I saw them recently at Whole Foods. These perfectly shaped crescents, crimped at the edges, with cherry filling and a slight sheen. They looked delicious. I was inspired. I could recreate the childhood experience--and make them just slightly more wholesome and...refined. I bought the ingredients, but forgot the yeast for the pastry dough. Not feeling like going back to the store, I searched on-line for an alternative recipe and found one on food.com that didn't require a yeast-based crust. Perfect--or so I thought.
The dough turned out sticky and unwieldy, but I was determined to make it work by tweaking the flour proportions. Eventually I was able to get it to a consistency I could roll out to cut out circles, though it would stick to the fork when I used it to seal the edges. I had enough patience at that point to make only 9 small pies, and during the baking process, the juice from the blueberry filling oozed out of many of them. I felt defeated.
But biting into one did not disappoint. The crust was like a sugar cookie, and I liked it even better a day later, when it softened up so that it didn't break apart as I bit into it, holding the pie in my hungry hands. Some call them empanadas, buns, hand pies... Whatever they're called, and despite the little bit of extra labor (e.g. if working with defiant pastry dough), these pies are fun to eat, and even more fun to give out.
Blueberry Hand Pies
Crust recipe adapted from food.com, filling recipe adapted from Marcy Goldman's A Passion for Baking.
Makes approximately 18 pies
Line baking sheets with parchment paper, and preheat oven to 375F degrees.
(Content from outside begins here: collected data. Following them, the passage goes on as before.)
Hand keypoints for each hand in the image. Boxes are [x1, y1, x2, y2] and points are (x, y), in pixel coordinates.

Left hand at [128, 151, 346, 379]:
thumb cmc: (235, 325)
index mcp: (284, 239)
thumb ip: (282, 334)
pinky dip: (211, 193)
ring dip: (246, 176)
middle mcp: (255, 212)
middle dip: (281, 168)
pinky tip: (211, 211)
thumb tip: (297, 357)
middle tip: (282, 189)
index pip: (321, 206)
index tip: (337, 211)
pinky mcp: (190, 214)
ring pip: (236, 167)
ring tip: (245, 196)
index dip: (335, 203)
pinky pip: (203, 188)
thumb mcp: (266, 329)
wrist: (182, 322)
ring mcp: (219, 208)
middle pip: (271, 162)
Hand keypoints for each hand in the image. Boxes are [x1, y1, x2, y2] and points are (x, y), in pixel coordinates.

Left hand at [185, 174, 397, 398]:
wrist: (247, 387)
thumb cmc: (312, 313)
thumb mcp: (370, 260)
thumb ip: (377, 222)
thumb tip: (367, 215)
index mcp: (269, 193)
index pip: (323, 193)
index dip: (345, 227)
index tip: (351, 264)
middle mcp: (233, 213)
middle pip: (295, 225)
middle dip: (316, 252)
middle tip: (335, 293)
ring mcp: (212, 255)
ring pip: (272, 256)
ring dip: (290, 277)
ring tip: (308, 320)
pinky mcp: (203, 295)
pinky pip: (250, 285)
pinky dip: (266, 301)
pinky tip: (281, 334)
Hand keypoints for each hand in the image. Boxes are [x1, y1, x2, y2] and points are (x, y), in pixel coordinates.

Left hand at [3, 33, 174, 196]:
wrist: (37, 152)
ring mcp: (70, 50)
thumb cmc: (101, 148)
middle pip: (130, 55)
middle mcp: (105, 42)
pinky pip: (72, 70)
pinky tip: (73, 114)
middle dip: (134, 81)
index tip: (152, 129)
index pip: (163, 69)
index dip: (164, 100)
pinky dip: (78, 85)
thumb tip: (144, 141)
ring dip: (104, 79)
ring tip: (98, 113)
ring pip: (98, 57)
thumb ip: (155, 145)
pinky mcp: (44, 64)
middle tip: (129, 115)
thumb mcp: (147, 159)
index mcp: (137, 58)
1. Using a wire whisk, mix together in a bowl:
- 2-1/2 cups unbleached all purpose flour
- 1 t. baking powder
- 1/2 t. salt
2. Using a pastry hand-held mixer, blend in:
- 1/2 cup of butter, cut into cubes
3. Continue mixing in the following, using your hands to blend completely until the dough comes together:
- 2 T. yogurt (or sour cream)
- 1/4 cup milk
- 1/2 t. vanilla
- 1 egg
- 3/4 cup sugar
4. Form the dough into a round mass, wrap in plastic wrap, and refrigerate the pastry dough for at least one hour.
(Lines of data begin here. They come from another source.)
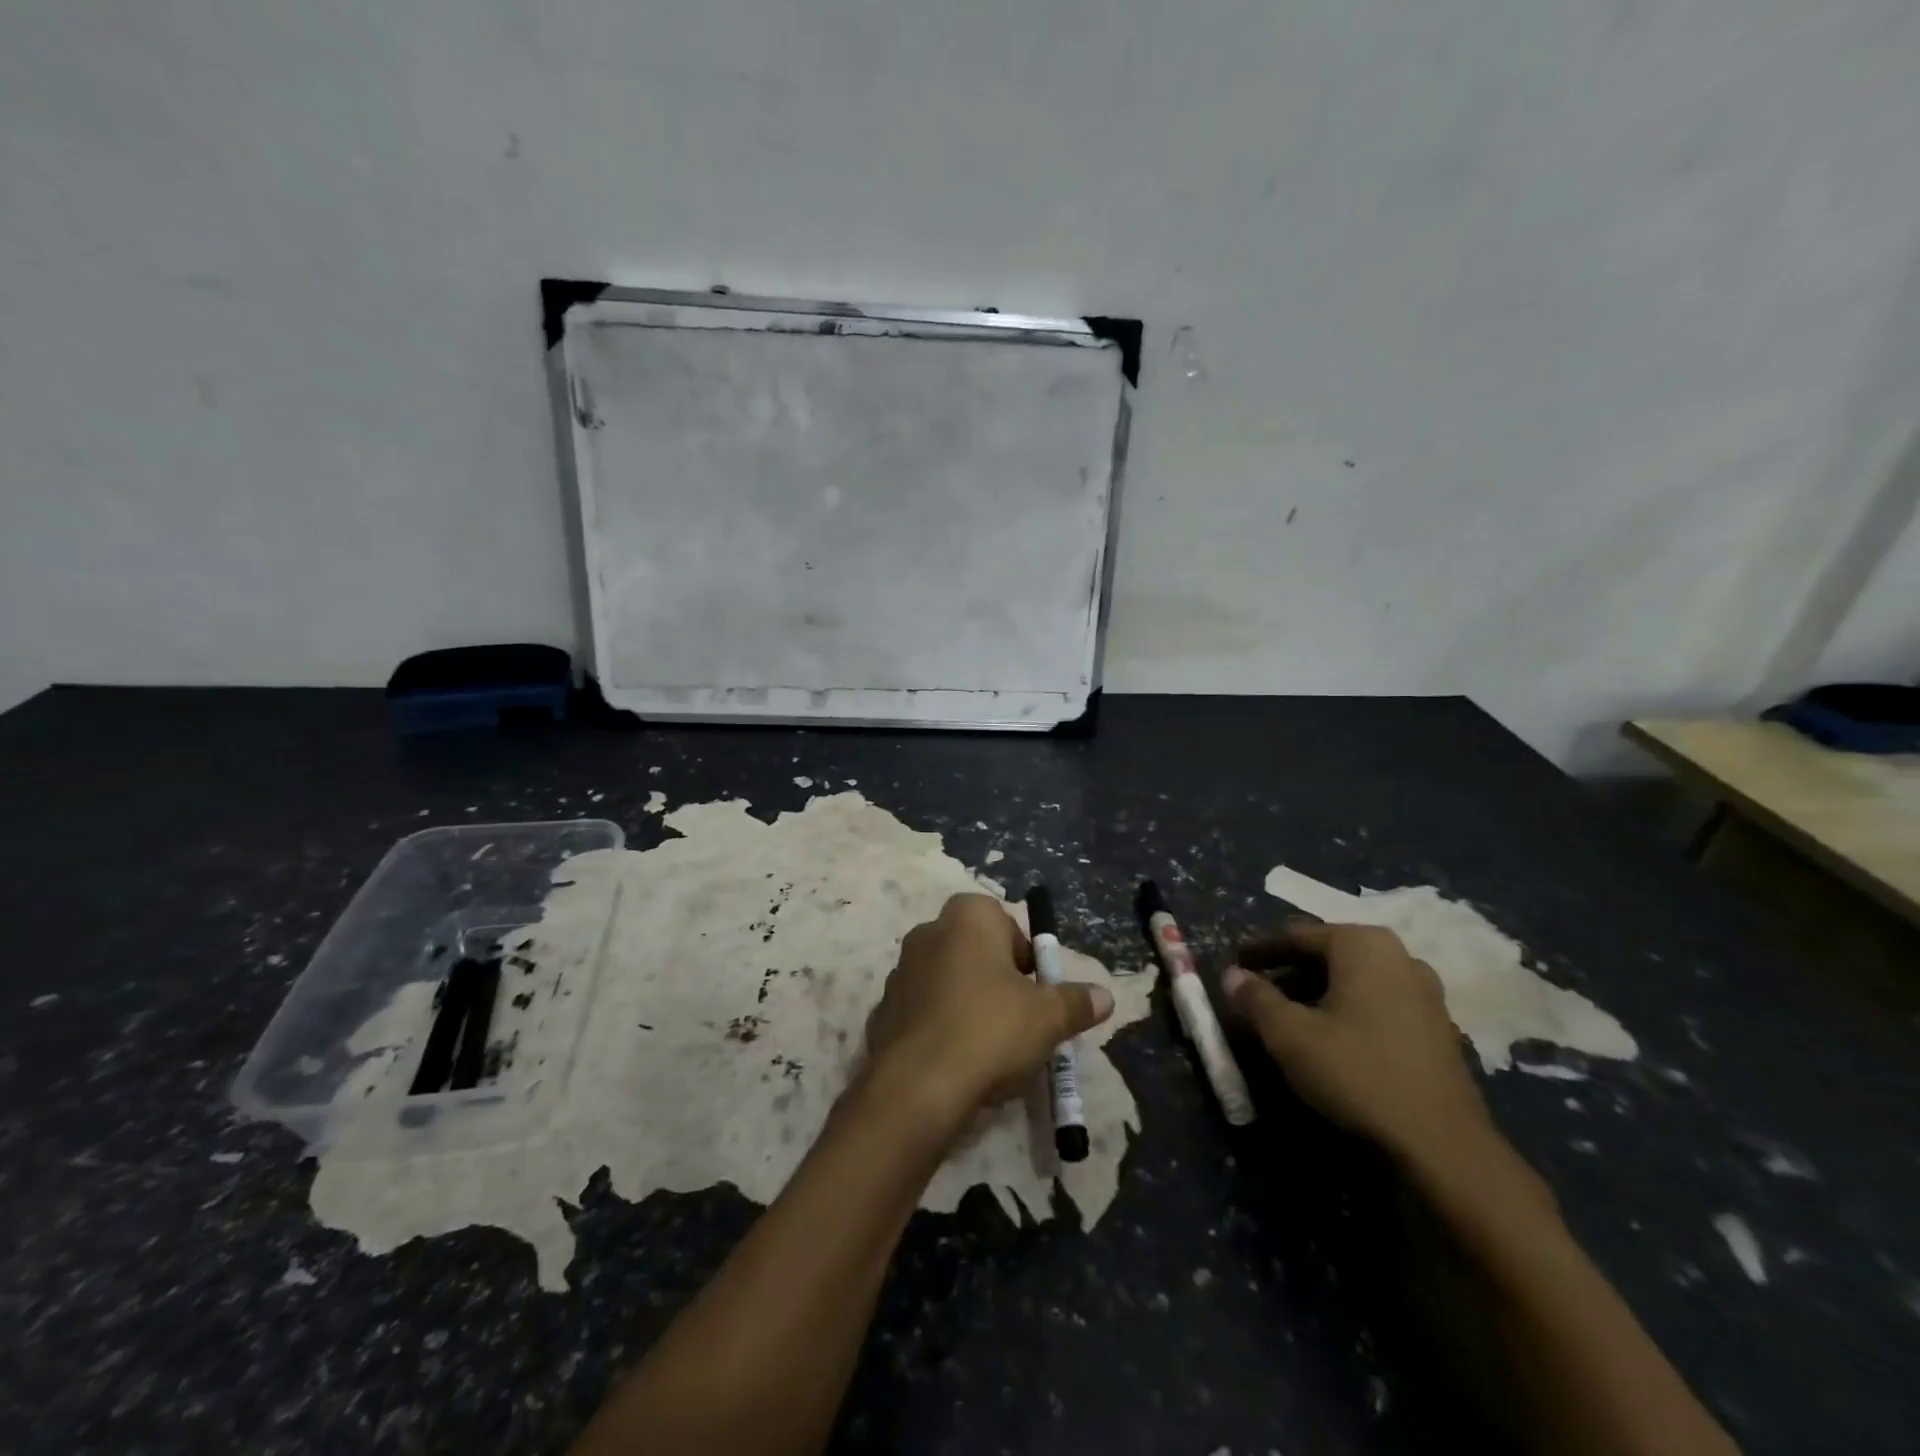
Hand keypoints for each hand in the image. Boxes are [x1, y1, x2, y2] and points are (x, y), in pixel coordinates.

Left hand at [867, 894, 1113, 1117]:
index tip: (1035, 991)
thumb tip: (1104, 996)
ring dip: (967, 1003)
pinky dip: (940, 1027)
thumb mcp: (1048, 1018)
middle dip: (997, 979)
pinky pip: (923, 1011)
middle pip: (974, 950)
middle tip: (1018, 1020)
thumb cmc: (990, 1031)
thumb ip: (1076, 1002)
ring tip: (988, 1048)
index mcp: (968, 918)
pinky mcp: (883, 1009)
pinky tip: (955, 1062)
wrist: (916, 1086)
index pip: (1003, 921)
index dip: (1024, 955)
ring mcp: (901, 971)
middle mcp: (929, 932)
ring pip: (947, 980)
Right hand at [1220, 921, 1493, 1162]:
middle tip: (1256, 992)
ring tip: (1287, 1017)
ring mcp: (1424, 991)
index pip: (1296, 935)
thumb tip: (1232, 975)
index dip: (1260, 950)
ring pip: (1352, 979)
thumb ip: (1255, 998)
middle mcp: (1398, 956)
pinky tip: (1329, 1038)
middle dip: (1288, 972)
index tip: (1233, 963)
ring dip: (1315, 992)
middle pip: (1327, 954)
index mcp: (1362, 944)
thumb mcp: (1290, 1035)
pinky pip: (1376, 1002)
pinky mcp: (1436, 1026)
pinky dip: (1345, 1010)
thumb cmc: (1358, 1073)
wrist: (1443, 1146)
5. While the dough is being chilled, cook over medium heat in a small saucepan:
- 2 cups of blueberries (fresh or frozen)
- 3/4 cup of sugar
- 1 t. cinnamon
- 1 T. water or lemon juice
6. Once the mixture in #5 begins to bubble, add the following, and cook for another 4 or 5 minutes, until the mixture thickens; allow filling to cool, then cover and refrigerate:
- 1 T. corn starch dissolved in 2 T. water
7. When ready to make the pies, break of pieces of dough to roll out at a time, keeping the rest of the pastry dough refrigerated. Roll out the dough using a rolling pin to 1/4 inch thickness, and cut out 5" circles. Spoon out about 1-1/2 T. of filling in the center of the circle, and fold the circle in half, sealing the edge with the tip of a fork. Poke the top of the crust with fork a few times to allow steam to escape.
8. Bake the pies for approximately 20 minutes, or until slightly golden brown. Sprinkle powdered sugar on top when ready to serve.